保護主義の防波堤に 2017/11/12 本日の日本経済新聞より

今日の日経注目記事は、日本経済新聞の第一面にある「保護主義の防波堤に」です。





 世界経済の中心となった東アジアを舞台に、目に見えない陣取り競争が進んでいる。モノの貿易や投資だけでなく、経済価値の源泉となったデジタル情報を自国内に囲い込もうとする新たな保護主義との戦いだ。

 11カ国の環太平洋経済連携協定(TPP)の本質がここにある。焦点は自動車や農産物などの市場開放でなく、21世紀型の通商ルールだ。情報の流れは国境を越えて自由であるべきではないか。その原則を多国間協定で定めた意義は重い。

 米トランプ政権は2国間のモノの貿易赤字額をあげて、相手国に関税撤廃を迫る。20世紀型の通商政策に回帰する米国と対照的に、日本と東南アジア各国は、情報が主役のあすの通商を見据えていた。
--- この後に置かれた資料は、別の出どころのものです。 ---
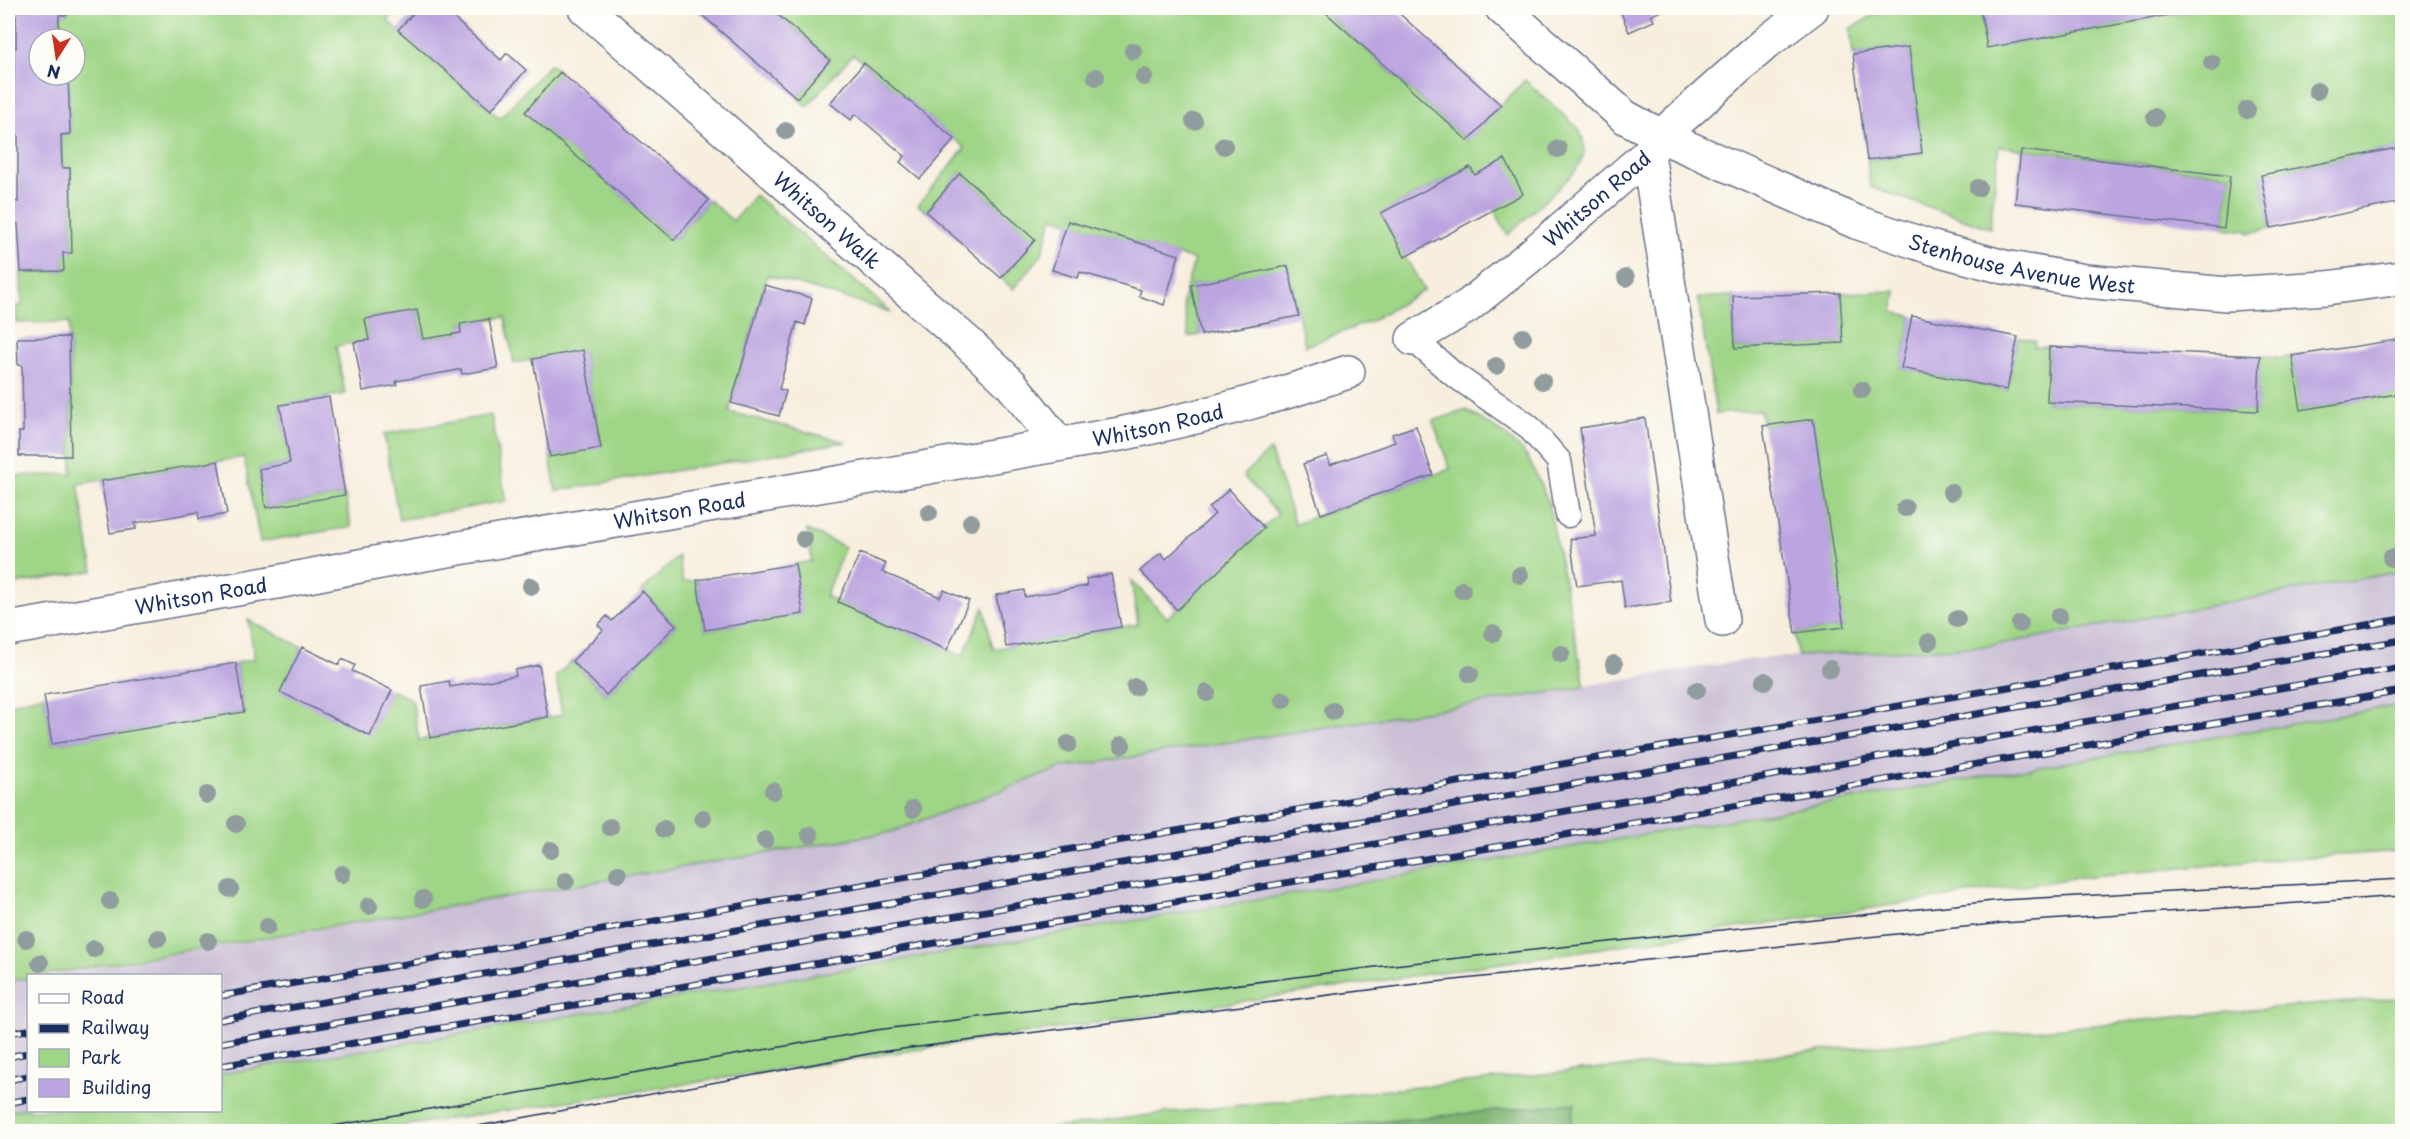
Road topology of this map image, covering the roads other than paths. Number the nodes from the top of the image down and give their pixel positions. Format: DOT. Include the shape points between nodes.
graph roads {
  1 [pos="585,8"];
  2 [pos="1503,8"];
  3 [pos="1812,8"];
  4 [pos="1655,145"];
  5 [pos="2403,278"];
  6 [pos="1413,339"];
  7 [pos="1348,372"];
  8 [pos="1059,444"];
  9 [pos="1568,515"];
  10 [pos="1722,620"];
  11 [pos="8,629"];
  1 -- 8 [label="street, Whitson Walk" via="969,344 1011,384"];
  2 -- 4 [label="street, Stenhouse Avenue West"];
  3 -- 4 [label="street, Whitson Road" via="1767,42"];
  4 -- 5 [label="street, Stenhouse Avenue West" via="1856,222 2004,267 2085,281 2227,294"];
  4 -- 6 [label="street, Whitson Road" via="1468,306"];
  4 -- 10 [label="street"];
  6 -- 9 [label="lane" via="1454,374 1528,426 1559,461"];
  7 -- 8 [label="street, Whitson Road" via="1184,421"];
  8 -- 11 [label="street, Whitson Road"];
}
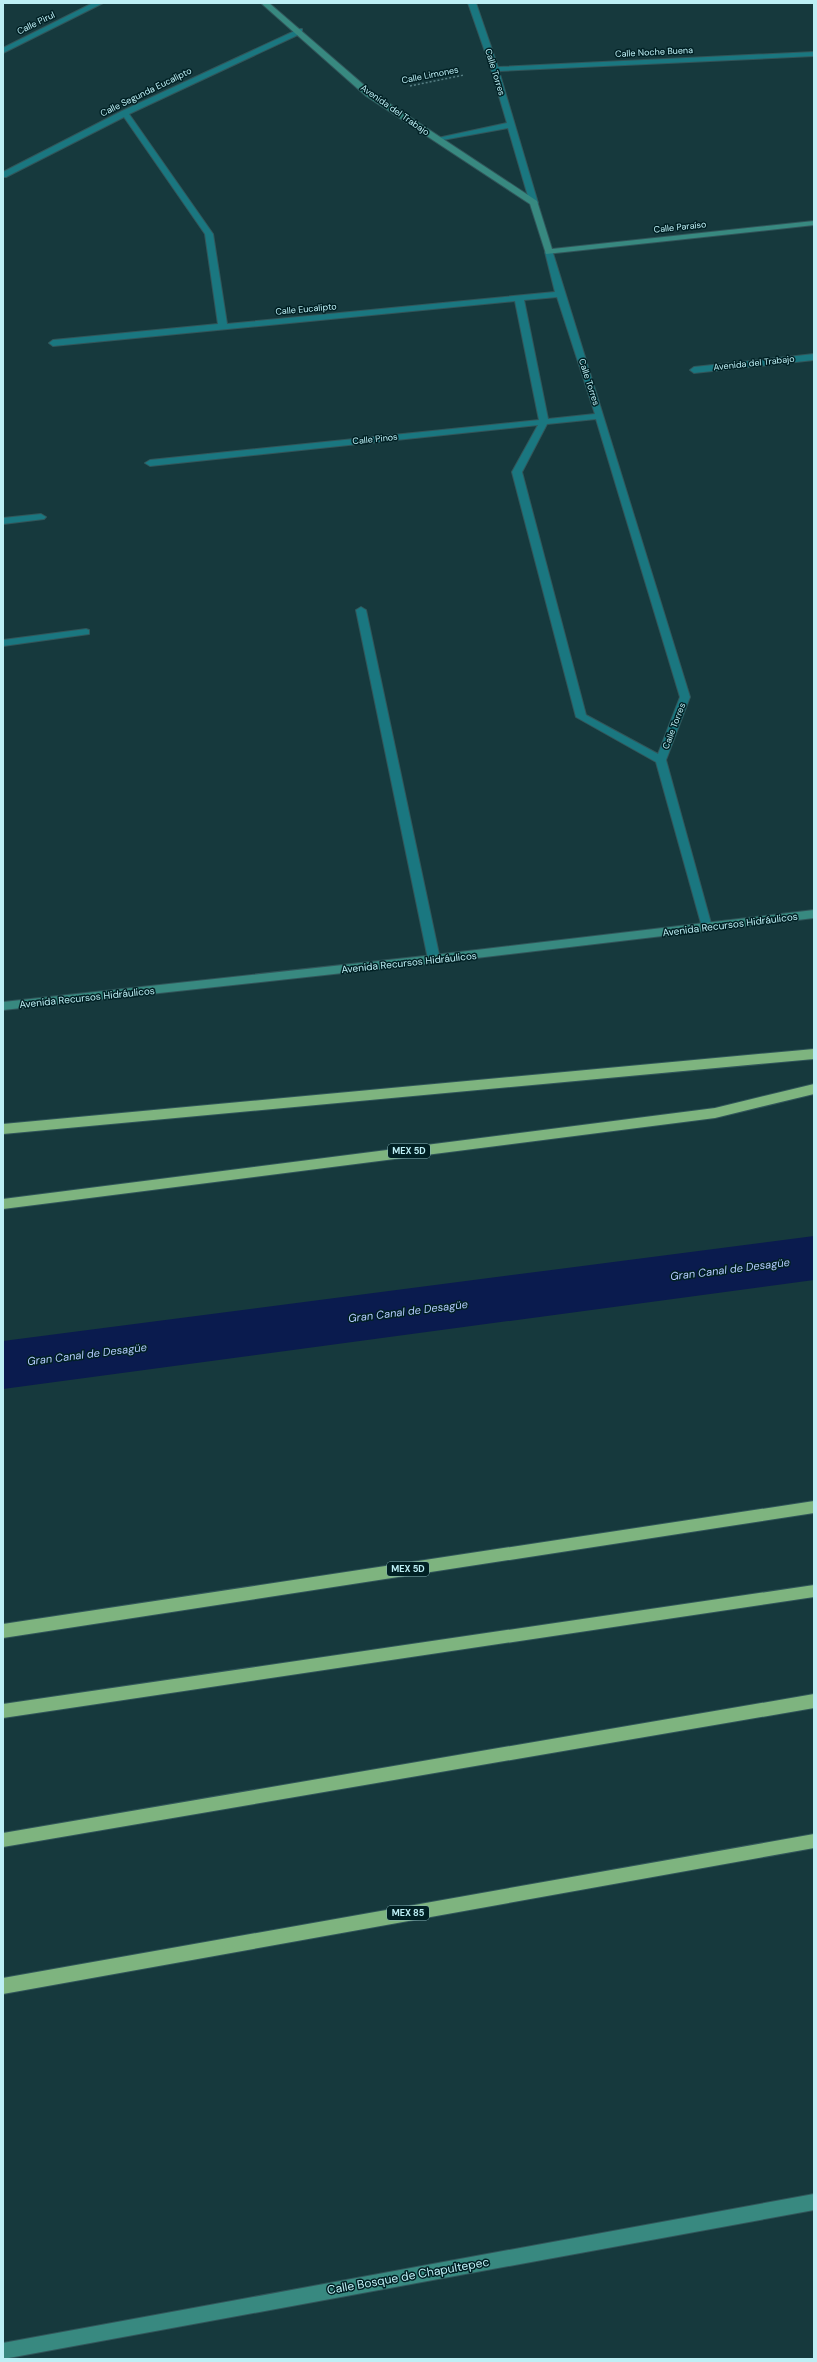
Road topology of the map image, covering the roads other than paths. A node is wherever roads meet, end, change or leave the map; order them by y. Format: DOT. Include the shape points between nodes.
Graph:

その気づきをもたらしたのは中国だ。

 モバイル決済などでグローバルなプレーヤーはアジアでアリババ集団と騰訊控股(テンセント)くらい。いずれも自由な情報流通を遮断された「万里の長城」の内側にある中国企業である。

 その中国は6月、「インターネット安全法」を施行。ネット企業に情報提供を求める権限を政府が握る。技術革新を生むビッグデータは中国内に蓄積し、政府の管理下に置かれる。ベトナムやタイなど、デジタル保護主義のドミノ現象がアジアに広がり始めている。

 中国の「一帯一路」構想は表看板こそインフラ整備だが、TPPに対抗する経済圏づくりの通商政策でもある。電子商取引などで独自ルールを築くのも狙いの一つだ。
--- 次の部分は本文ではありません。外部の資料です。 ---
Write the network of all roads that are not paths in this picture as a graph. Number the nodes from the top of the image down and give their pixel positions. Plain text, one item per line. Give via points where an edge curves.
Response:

 ルールのひな型となるTPPは、どこまで世界に共有されるか。11カ国の経済圏は元の構想の3分の1にすぎない。空席をつくり米国の復帰を待つ期待感こそが、大筋合意の原動力だった。一帯一路に引き寄せられながらも、透明な競争による市場秩序を築きたい。浮かび上がったのは、アジア各国の本音である。